Your goal :: Restate the whole of the data below word for word, skipping the images.
#### Exercise data ####
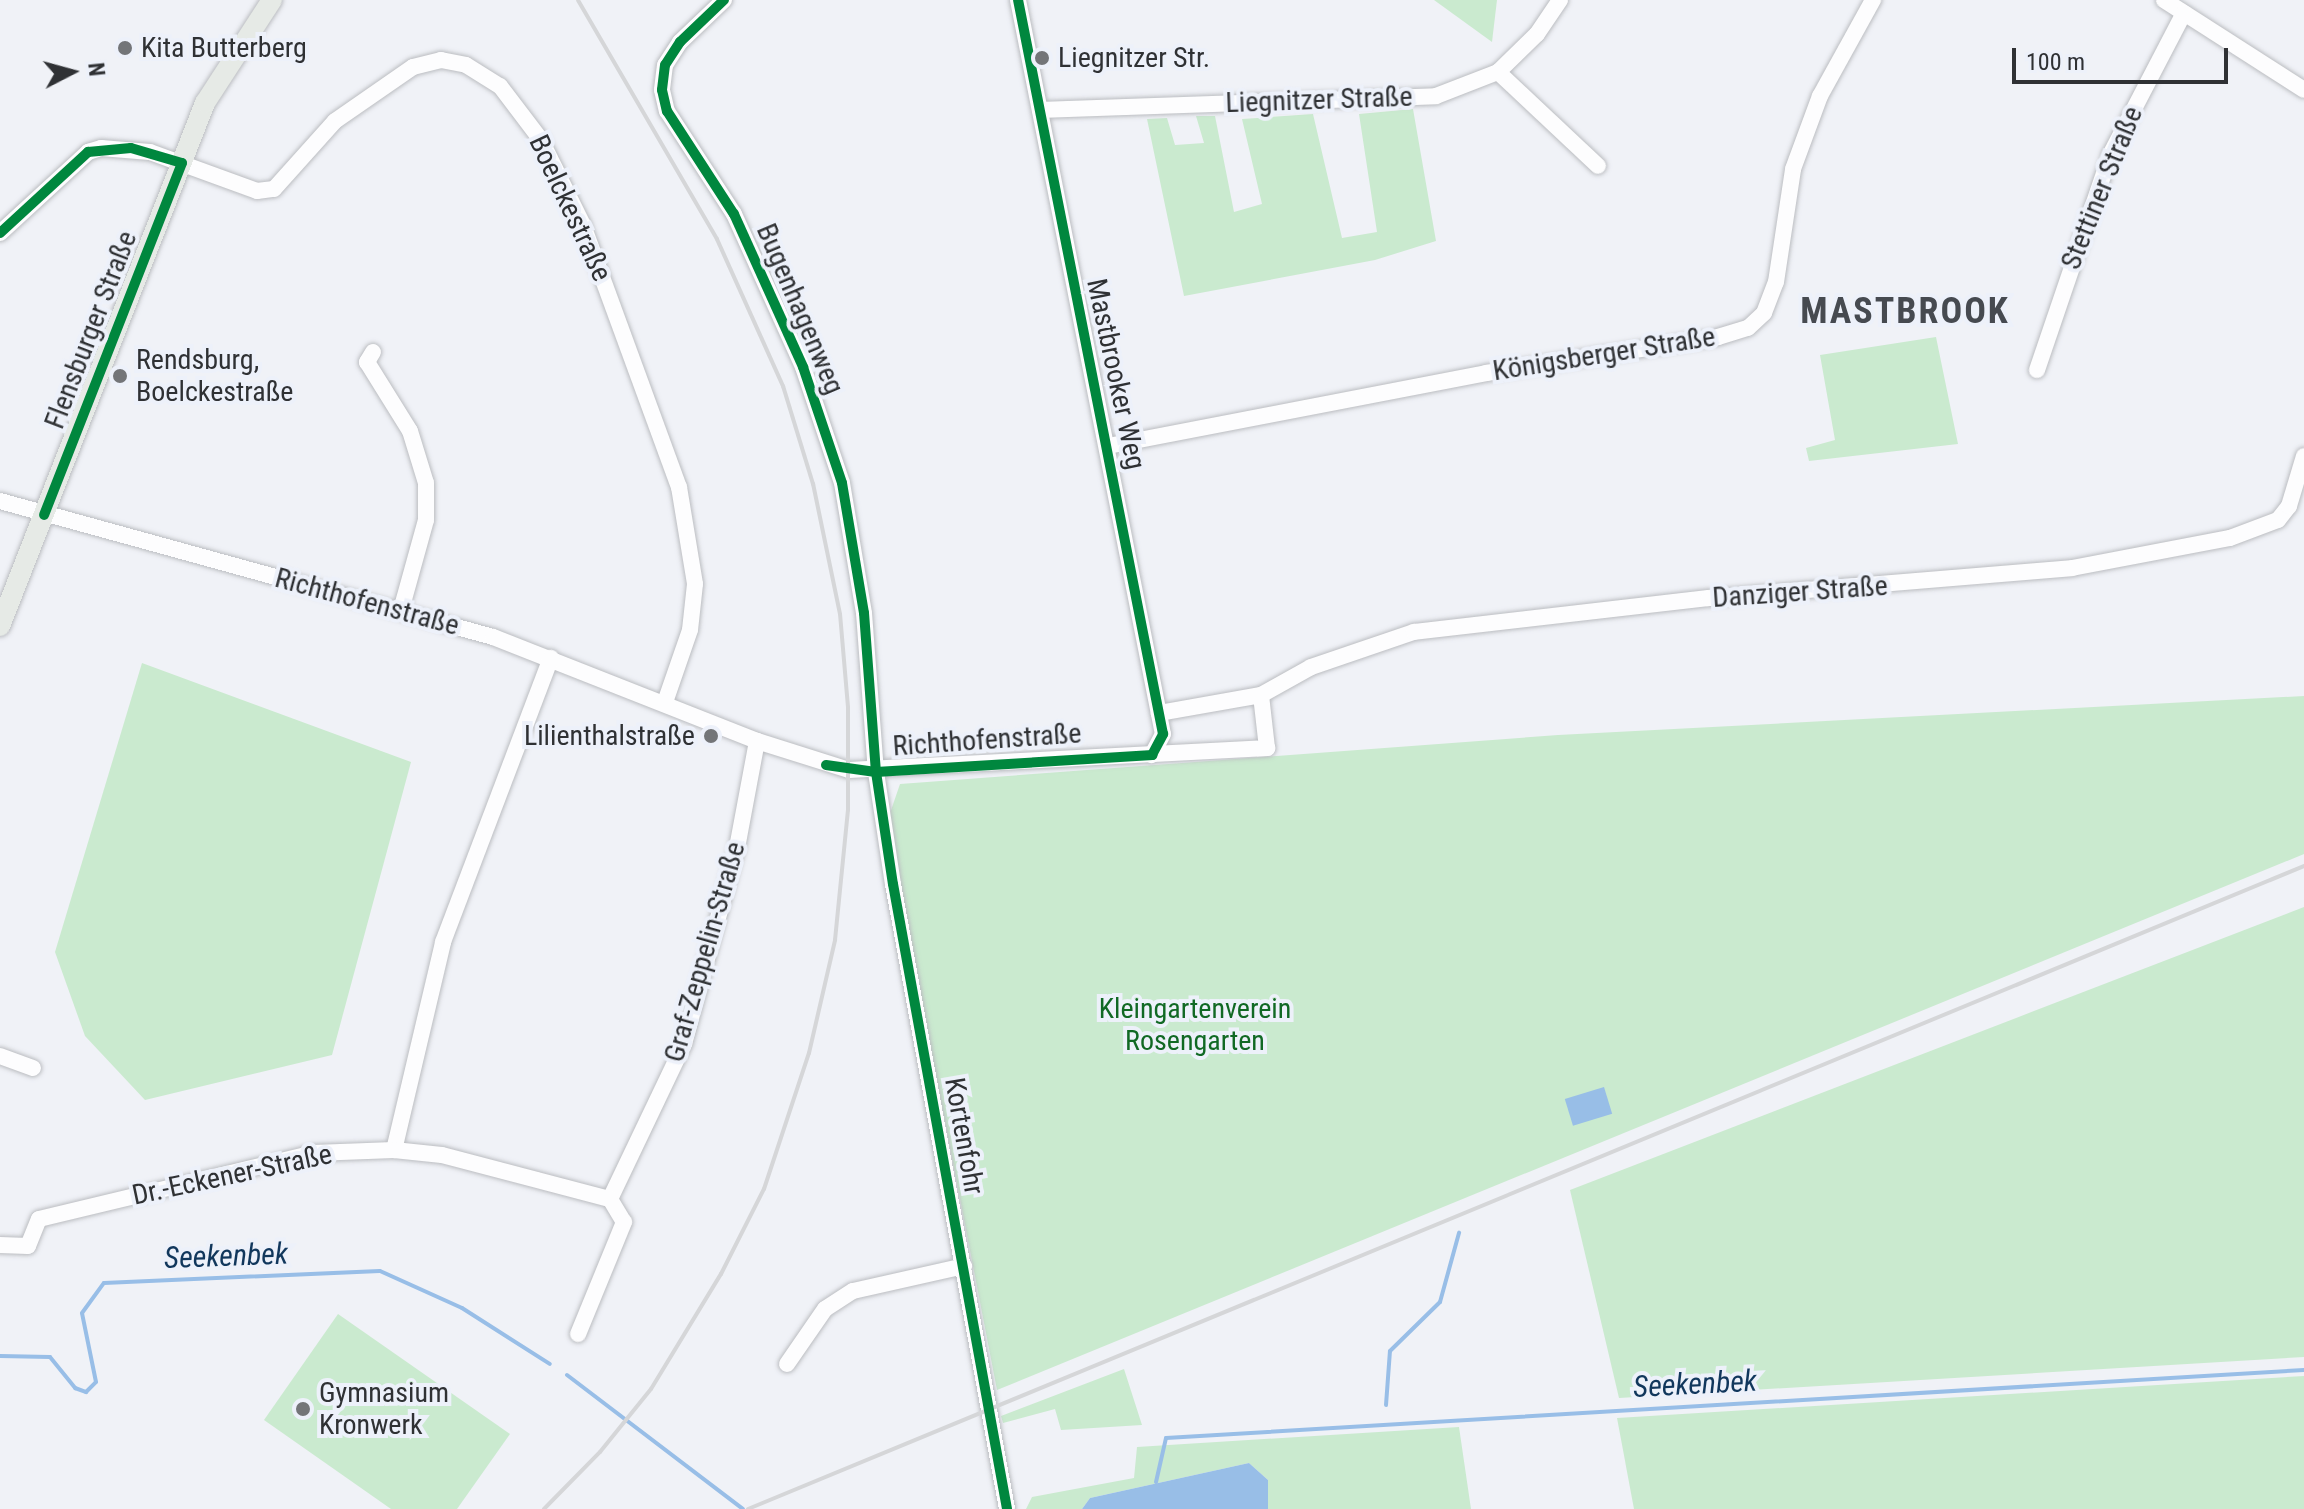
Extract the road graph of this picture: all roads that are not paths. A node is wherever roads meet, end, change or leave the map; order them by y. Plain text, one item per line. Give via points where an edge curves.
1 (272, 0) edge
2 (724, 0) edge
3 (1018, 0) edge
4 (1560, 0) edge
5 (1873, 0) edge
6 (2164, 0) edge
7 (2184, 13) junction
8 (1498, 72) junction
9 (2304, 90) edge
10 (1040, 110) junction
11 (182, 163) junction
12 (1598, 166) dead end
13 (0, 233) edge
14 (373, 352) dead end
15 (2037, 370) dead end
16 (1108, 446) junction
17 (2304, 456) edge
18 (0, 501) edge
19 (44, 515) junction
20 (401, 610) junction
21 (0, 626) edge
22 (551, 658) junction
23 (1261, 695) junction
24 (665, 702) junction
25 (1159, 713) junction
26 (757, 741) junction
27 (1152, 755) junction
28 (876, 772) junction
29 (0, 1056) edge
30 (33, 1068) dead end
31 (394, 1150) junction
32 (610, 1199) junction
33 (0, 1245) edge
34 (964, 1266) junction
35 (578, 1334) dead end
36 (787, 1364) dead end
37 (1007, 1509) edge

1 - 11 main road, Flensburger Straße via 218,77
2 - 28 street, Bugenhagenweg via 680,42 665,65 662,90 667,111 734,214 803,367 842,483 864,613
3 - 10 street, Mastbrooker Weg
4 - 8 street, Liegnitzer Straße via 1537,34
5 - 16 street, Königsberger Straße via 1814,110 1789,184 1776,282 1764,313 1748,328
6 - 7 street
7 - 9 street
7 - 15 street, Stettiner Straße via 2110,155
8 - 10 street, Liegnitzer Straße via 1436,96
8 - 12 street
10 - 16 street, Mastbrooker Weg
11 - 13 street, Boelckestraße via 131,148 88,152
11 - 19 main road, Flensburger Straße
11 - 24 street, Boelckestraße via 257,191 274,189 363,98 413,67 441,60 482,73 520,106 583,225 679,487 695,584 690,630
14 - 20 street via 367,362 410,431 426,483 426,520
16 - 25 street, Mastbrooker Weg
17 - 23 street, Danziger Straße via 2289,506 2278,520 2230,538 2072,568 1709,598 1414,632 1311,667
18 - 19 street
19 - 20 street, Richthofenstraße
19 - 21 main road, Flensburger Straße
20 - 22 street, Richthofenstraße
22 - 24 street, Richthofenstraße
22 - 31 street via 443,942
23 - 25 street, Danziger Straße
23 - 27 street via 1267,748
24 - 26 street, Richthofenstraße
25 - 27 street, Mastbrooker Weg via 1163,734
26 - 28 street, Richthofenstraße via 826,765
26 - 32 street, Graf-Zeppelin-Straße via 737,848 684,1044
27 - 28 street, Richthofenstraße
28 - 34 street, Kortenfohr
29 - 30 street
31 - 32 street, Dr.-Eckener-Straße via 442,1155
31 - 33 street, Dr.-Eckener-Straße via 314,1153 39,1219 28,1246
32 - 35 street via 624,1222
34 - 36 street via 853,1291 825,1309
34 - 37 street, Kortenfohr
####
Answer box ::
Extract the road graph of this picture: all roads that are not paths. A node is wherever roads meet, end, change or leave the map; order them by y. Plain text, one item per line. Give via points where an edge curves.
1 (272, 0) edge
2 (724, 0) edge
3 (1018, 0) edge
4 (1560, 0) edge
5 (1873, 0) edge
6 (2164, 0) edge
7 (2184, 13) junction
8 (1498, 72) junction
9 (2304, 90) edge
10 (1040, 110) junction
11 (182, 163) junction
12 (1598, 166) dead end
13 (0, 233) edge
14 (373, 352) dead end
15 (2037, 370) dead end
16 (1108, 446) junction
17 (2304, 456) edge
18 (0, 501) edge
19 (44, 515) junction
20 (401, 610) junction
21 (0, 626) edge
22 (551, 658) junction
23 (1261, 695) junction
24 (665, 702) junction
25 (1159, 713) junction
26 (757, 741) junction
27 (1152, 755) junction
28 (876, 772) junction
29 (0, 1056) edge
30 (33, 1068) dead end
31 (394, 1150) junction
32 (610, 1199) junction
33 (0, 1245) edge
34 (964, 1266) junction
35 (578, 1334) dead end
36 (787, 1364) dead end
37 (1007, 1509) edge

1 - 11 main road, Flensburger Straße via 218,77
2 - 28 street, Bugenhagenweg via 680,42 665,65 662,90 667,111 734,214 803,367 842,483 864,613
3 - 10 street, Mastbrooker Weg
4 - 8 street, Liegnitzer Straße via 1537,34
5 - 16 street, Königsberger Straße via 1814,110 1789,184 1776,282 1764,313 1748,328
6 - 7 street
7 - 9 street
7 - 15 street, Stettiner Straße via 2110,155
8 - 10 street, Liegnitzer Straße via 1436,96
8 - 12 street
10 - 16 street, Mastbrooker Weg
11 - 13 street, Boelckestraße via 131,148 88,152
11 - 19 main road, Flensburger Straße
11 - 24 street, Boelckestraße via 257,191 274,189 363,98 413,67 441,60 482,73 520,106 583,225 679,487 695,584 690,630
14 - 20 street via 367,362 410,431 426,483 426,520
16 - 25 street, Mastbrooker Weg
17 - 23 street, Danziger Straße via 2289,506 2278,520 2230,538 2072,568 1709,598 1414,632 1311,667
18 - 19 street
19 - 20 street, Richthofenstraße
19 - 21 main road, Flensburger Straße
20 - 22 street, Richthofenstraße
22 - 24 street, Richthofenstraße
22 - 31 street via 443,942
23 - 25 street, Danziger Straße
23 - 27 street via 1267,748
24 - 26 street, Richthofenstraße
25 - 27 street, Mastbrooker Weg via 1163,734
26 - 28 street, Richthofenstraße via 826,765
26 - 32 street, Graf-Zeppelin-Straße via 737,848 684,1044
27 - 28 street, Richthofenstraße
28 - 34 street, Kortenfohr
29 - 30 street
31 - 32 street, Dr.-Eckener-Straße via 442,1155
31 - 33 street, Dr.-Eckener-Straße via 314,1153 39,1219 28,1246
32 - 35 street via 624,1222
34 - 36 street via 853,1291 825,1309
34 - 37 street, Kortenfohr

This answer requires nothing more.